Fiche de révision: l’histoire

 

 Histoire (et science)

C’est au XIXème siècle positiviste que l’histoire « science des documents » revendique ce statut car elle considère qu’elle s’efforce de faire le même travail rigoureux et explicatif ( elle cherche des causes aux évènements et ne cherche plus simplement à établir les faits ( chronologie) ou faire un simple récit du passé ). On est passé de l’histoire originale des mémorialistes à l’histoire réfléchie.

Malheureusement le statut scientifique de l’histoire comme toute science humaine pose problème pour deux raisons : le sujet connaissant ( l’historien) et l’objet d’étude ( le cours de l’histoire):

  • Raymond Aron(1905.1983) « l’homme est à la fois sujet et objet de la connaissance historique »

Cette phrase signifie :

  1. que l’homme est l’objet de la connaissance historique: l’homme a une histoire, un devenir dans le temps. L’homme n’a pas simplement comme tout ce qui est et devient, une temporalité ( fait d’être dans le temps, soumis au temps et son érosion) , il a une historicité. Il a une histoire, c’est-à-dire qu’il devient dans le temps mais en ayant conscience d’être dans le temps, en étant cause entière ou partielle des changements qui forment son devenir ( ce qui n’est pas le cas des objets et même de la Nature, dont le devenir est le résultat nécessaire de lois) et aussi sans doute en ayant une certaine représentation du temps comme linéaire, tri-dimentionnel- avec un passé, un présent et un futur-, ce qui présuppose d’avoir rompu avec une conception cyclique du temps, qui est celle des sociétés « primitives » ou traditionnelles, « sans histoire » dans le sens où le présent n’est que la répétition d’un passé immémorial.
  2. que l’homme est le sujet de la connaissance historique: il fait aussi de l’histoire, de l’historiographie en tant qu’historien qui étudie le cours du devenir de l’humanité
  3. qu’il y a un lien entre les 2:

    – si l’homme a une histoire, c’est aussi sans doute parce qu’il fait de l’histoire, c’est-à-dire étudie son passé, pour en faire un récit véridique. « La conscience du passé est constitutive de l’existence historique » disait en ce sens Aron. Sans faire de l’histoire, l’homme serait prisonnier du présent, prisonnier d’un comportement instinctif, incapable de réagir, d’évoluer,d’anticiper. » L’histoire est pour l’espèce humaine, ce que la raison est pour l’individu » selon Schopenhauer.

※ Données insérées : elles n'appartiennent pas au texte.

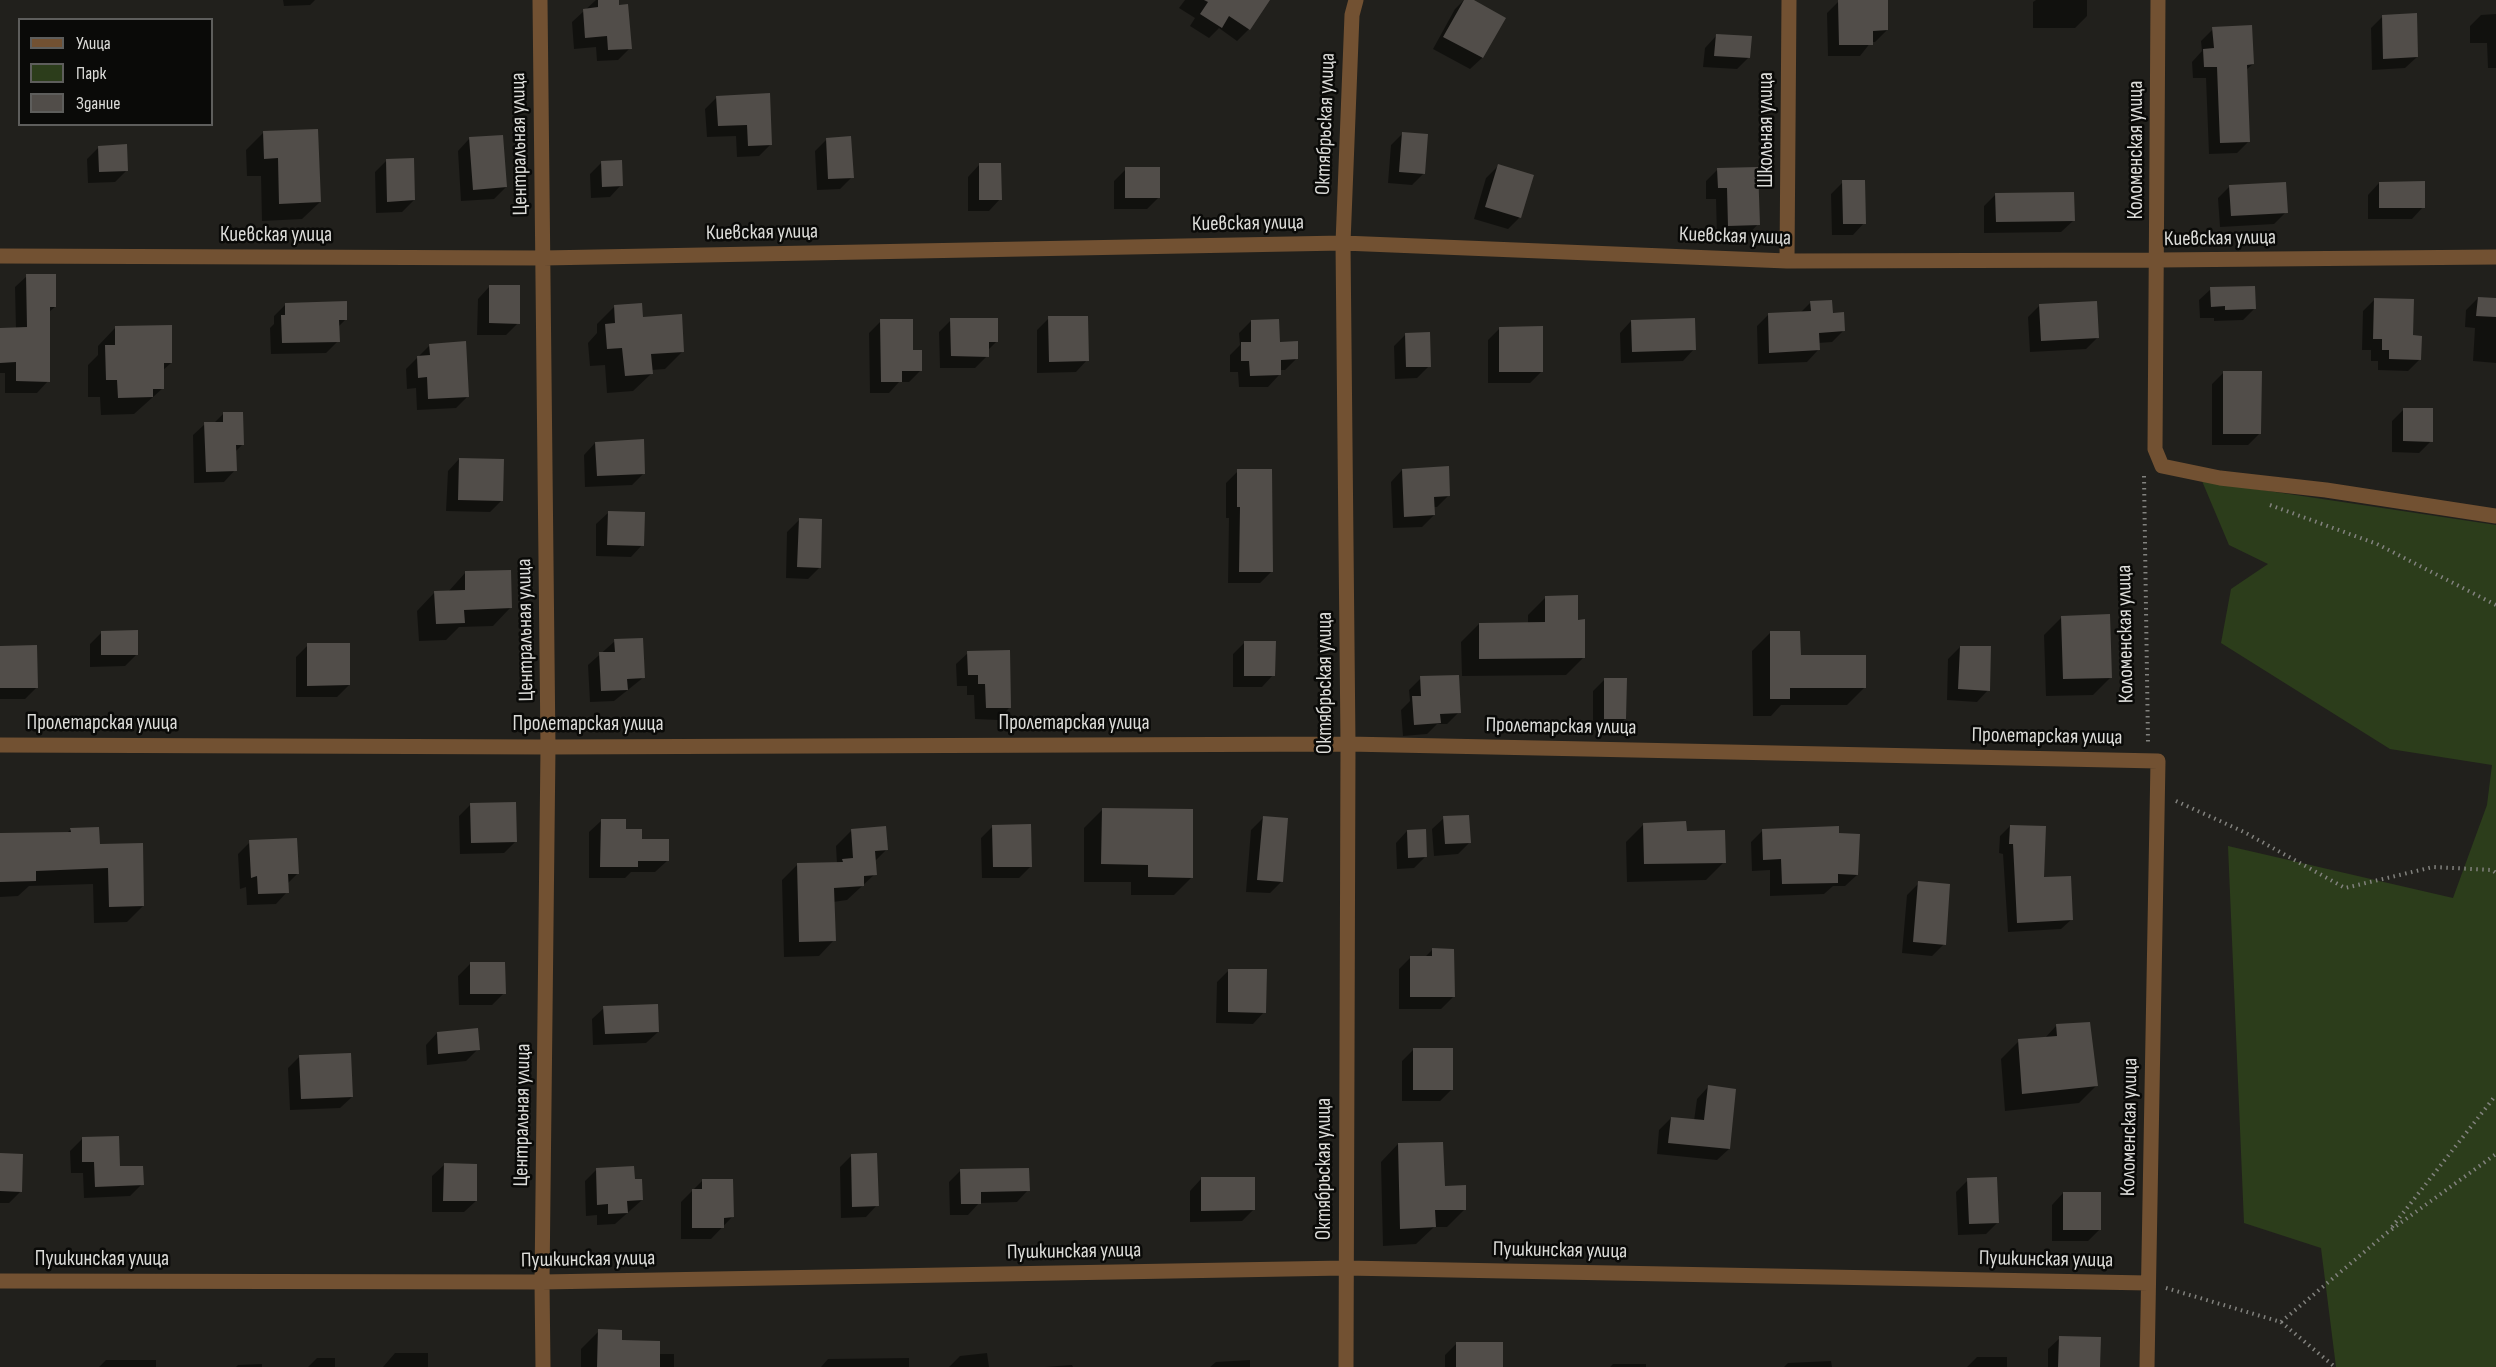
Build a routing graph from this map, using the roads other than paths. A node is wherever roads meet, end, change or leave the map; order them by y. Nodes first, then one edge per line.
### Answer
1 (540, 0) edge
2 (1356, 0) edge
3 (1789, 0) edge
4 (2158, 0) edge
5 (1343, 243) junction
6 (0, 256) edge
7 (2496, 257) edge
8 (543, 258) junction
9 (1787, 261) junction
10 (2158, 261) junction
11 (2496, 516) edge
12 (1348, 744) junction
13 (0, 745) edge
14 (548, 747) junction
15 (2148, 761) joint
16 (1345, 1268) junction
17 (0, 1281) edge
18 (542, 1282) junction
19 (2148, 1283) junction
20 (543, 1367) edge
21 (1346, 1367) edge
22 (2147, 1367) edge

1 - 8 street, Центральная улица
2 - 5 street, Октябрьская улица
3 - 9 street, Школьная улица
4 - 10 street, Коломенская улица
5 - 8 street, Киевская улица
5 - 9 street, Киевская улица
5 - 12 street, Октябрьская улица
6 - 8 street, Киевская улица
7 - 10 street, Киевская улица
8 - 14 street, Центральная улица
9 - 10 street, Киевская улица
10 - 11 street, Коломенская улица
12 - 14 street, Пролетарская улица
12 - 15 street, Пролетарская улица
12 - 16 street, Октябрьская улица
13 - 14 street, Пролетарская улица
14 - 18 street, Центральная улица
15 - 19 street, Коломенская улица
16 - 18 street, Пушкинская улица
16 - 19 street, Пушкинская улица
16 - 21 street, Октябрьская улица
17 - 18 street, Пушкинская улица
18 - 20 street, Центральная улица
19 - 22 street, Коломенская улица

    – si l’homme est à la fois sujet ( historien) et objet ( objet d’étude) de la connaissance historique, cela pose la question de l’objectivité de l’histoire! Comment avoir la distance critique nécessaire à un examen objectif, si c’est moi-même que j’étudie, si l’objet d’étude est l’humain avec sa liberté, déjouant nécessité et prévisions?

Conséquence: l’histoire est forcément subjective car il s’agit d’un homme étudiant le devenir des hommes et cela à travers des vestiges du passé qui sont surtout des témoignages , donc subjectifs ( chacun n’ayant pas vécu le même événement de la même manière) et même si l’historien les compare, recoupe, il va en retenir certains plutôt que d’autre selon SON interprétation , SON hypothèse.

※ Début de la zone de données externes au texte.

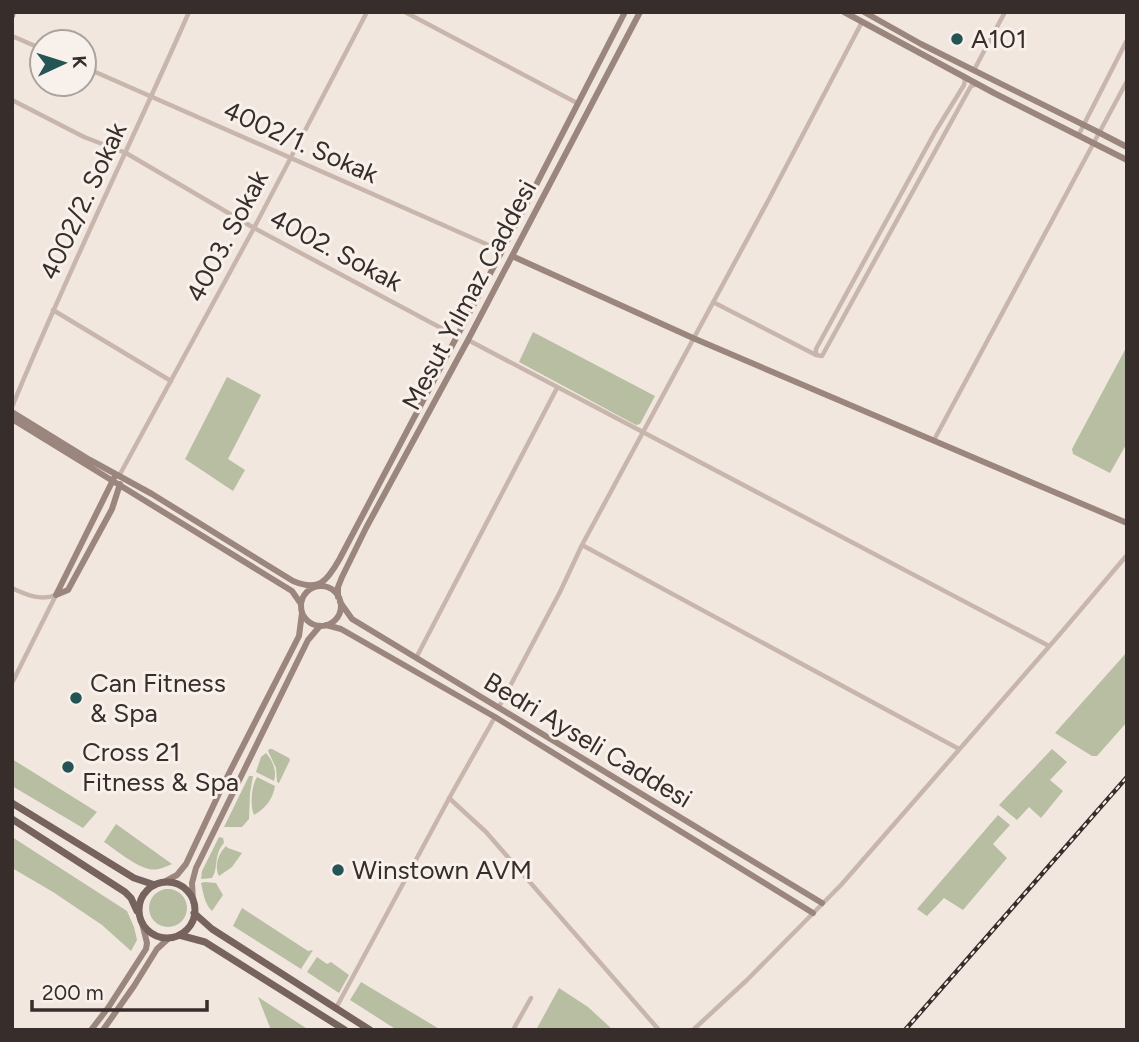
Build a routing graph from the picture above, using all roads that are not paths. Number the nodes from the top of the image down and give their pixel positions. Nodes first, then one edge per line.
1 (189, 12) edge
2 (367, 12) edge
3 (405, 12) edge
4 (625, 12) edge
5 (640, 12) edge
6 (844, 12) edge
7 (1004, 12) edge
8 (866, 13) edge
9 (862, 22) junction
10 (1127, 40) edge
11 (974, 70) junction
12 (98, 73) edge
13 (962, 76) junction
14 (1127, 81) edge
15 (978, 84) junction
16 (152, 96) junction
17 (12, 100) edge
18 (577, 103) junction
19 (1084, 125) junction
20 (1098, 132) junction
21 (1079, 134) junction
22 (1093, 142) junction
23 (1127, 147) edge
24 (126, 153) junction
25 (290, 158) junction
26 (1127, 160) edge
27 (254, 228) junction
28 (502, 251) junction
29 (512, 256) junction
30 (713, 302) junction
31 (53, 310) junction
32 (456, 336) junction
33 (693, 338) junction
34 (468, 340) junction
35 (816, 355) junction
36 (171, 381) junction
37 (558, 388) junction
38 (12, 409) edge
39 (12, 419) edge
40 (643, 433) junction
41 (934, 440) junction
42 (118, 477) junction
43 (120, 486) junction
44 (1127, 523) edge
45 (582, 545) junction
46 (1127, 555) edge
47 (315, 586) junction
48 (12, 588) edge
49 (57, 595) junction
50 (339, 599) junction
51 (301, 604) junction
52 (302, 613) junction
53 (323, 625) junction
54 (1049, 646) junction
55 (416, 658) junction
56 (12, 683) edge
57 (499, 707) junction
58 (495, 717) junction
59 (959, 749) junction
60 (449, 798) junction
61 (12, 803) edge
62 (12, 819) edge
63 (164, 882) junction
64 (155, 885) junction
65 (193, 901) junction
66 (822, 903) junction
67 (194, 913) junction
68 (813, 913) junction
69 (139, 915) junction
70 (142, 923) junction
71 (179, 935) junction
72 (169, 938) junction
73 (531, 998) dead end
74 (336, 1008) junction
75 (91, 1030) edge
76 (103, 1030) edge
77 (345, 1030) edge
78 (370, 1030) edge
79 (513, 1030) edge
80 (659, 1030) edge
81 (693, 1030) edge

1 - 16 street, 4002/2. Sokak
2 - 25 street, 4003. Sokak
3 - 18 street
4 - 18 main road, Mesut Yılmaz Caddesi
5 - 29 main road, Mesut Yılmaz Caddesi
6 - 9 main road
7 - 11 street
8 - 11 main road
9 - 13 main road
9 - 30 street
10 - 19 street
11 - 19 main road
12 - 16 street, 4002/1. Sokak
13 - 15 main road
13 - 35 street
14 - 20 street
15 - 21 main road
15 - 35 street
16 - 24 street, 4002/2. Sokak
16 - 25 street, 4002/1. Sokak
17 - 24 street, 4002. Sokak
18 - 28 main road, Mesut Yılmaz Caddesi
19 - 20 main road
19 - 21 street
20 - 22 street
20 - 23 main road
21 - 22 main road
22 - 26 main road
22 - 41 street
24 - 27 street, 4002. Sokak
24 - 31 street, 4002/2. Sokak
25 - 27 street, 4003. Sokak
25 - 28 street, 4002/1. Sokak
27 - 32 street, 4002. Sokak
27 - 36 street, 4003. Sokak
28 - 32 main road, Mesut Yılmaz Caddesi
29 - 33 main road
29 - 34 main road, Mesut Yılmaz Caddesi
30 - 33 street
30 - 35 street
31 - 36 street
31 - 38 street, 4002/2. Sokak
32 - 47 main road, Mesut Yılmaz Caddesi
33 - 40 street
33 - 41 main road
34 - 37 street
34 - 50 main road, Mesut Yılmaz Caddesi
36 - 42 street, 4003. Sokak
37 - 40 street
37 - 55 street
38 - 42 main road
39 - 42 main road
40 - 45 street
40 - 54 street
41 - 44 main road
42 - 43 main road
42 - 47 main road
42 - 49 main road
43 - 49 main road
43 - 51 main road
45 - 57 street
45 - 59 street
46 - 54 street
47 - 50 main road
47 - 51 main road
48 - 49 street
49 - 56 street
50 - 53 main road
50 - 55 main road, Bedri Ayseli Caddesi
51 - 52 main road
52 - 53 main road
52 - 63 main road
53 - 58 main road, Bedri Ayseli Caddesi
53 - 65 main road
54 - 59 street
55 - 57 main road, Bedri Ayseli Caddesi
57 - 66 main road, Bedri Ayseli Caddesi
58 - 60 street
58 - 68 main road, Bedri Ayseli Caddesi
59 - 66 street
60 - 74 street
60 - 80 street
61 - 64 main road
62 - 69 main road
63 - 64 main road
63 - 65 main road
64 - 69 main road
65 - 67 main road
66 - 68 street
67 - 71 main road
67 - 74 main road
68 - 81 street
69 - 70 main road
70 - 72 main road
70 - 75 main road
71 - 72 main road
71 - 77 main road
72 - 76 main road
73 - 79 street
74 - 78 main road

  • SCHOPENHAUER:Seule l’histoire ne peut vraiment pas prendre rang au milieu des autres sciences, car elle ne peut pas se prévaloir du même avantage que les autres : ce qui lui manque en effet, c’est le caractère fondamental de la science, la subordination des faits connus dont elle ne peut nous offrir que la simple coordination. Il n’y a donc pas de système en histoire, comme dans toute autre science. L’histoire est une connaissance, sans être une science, car nulle part elle ne connaît le particulier par le moyen de l’universel, mais elle doit saisir immédiatement le fait individuel, et, pour ainsi dire, elle est condamnée à ramper sur le terrain de l’expérience. Les sciences réelles au contraire planent plus haut, grâce aux vastes notions qu’elles ont acquises, et qui leur permettent de dominer le particulier, d’apercevoir, du moins dans de certaines limites, la possibilité des choses comprises dans leur domaine, de se rassurer enfin aussi contre les surprises de l’avenir. Les sciences, systèmes de concepts, ne parlent jamais que des genres : l’histoire ne traite que des individus. Elle serait donc une science des individus, ce qui implique contradiction. Il s’ensuit encore que les sciences parlent toutes de ce qui est toujours, tandis que l’histoire rapporte ce qui a été une seule fois et n’existe plus jamais ensuite. De plus, si l’histoire s’occupe exclusivement du particulier et de l’individuel, qui, de sa nature, est inépuisable, elle ne parviendra qu’à une demi-connaissance toujours imparfaite. Elle doit encore se résigner à ce que chaque jour nouveau, dans sa vulgaire monotonie, lui apprenne ce qu’elle ignorait entièrement.”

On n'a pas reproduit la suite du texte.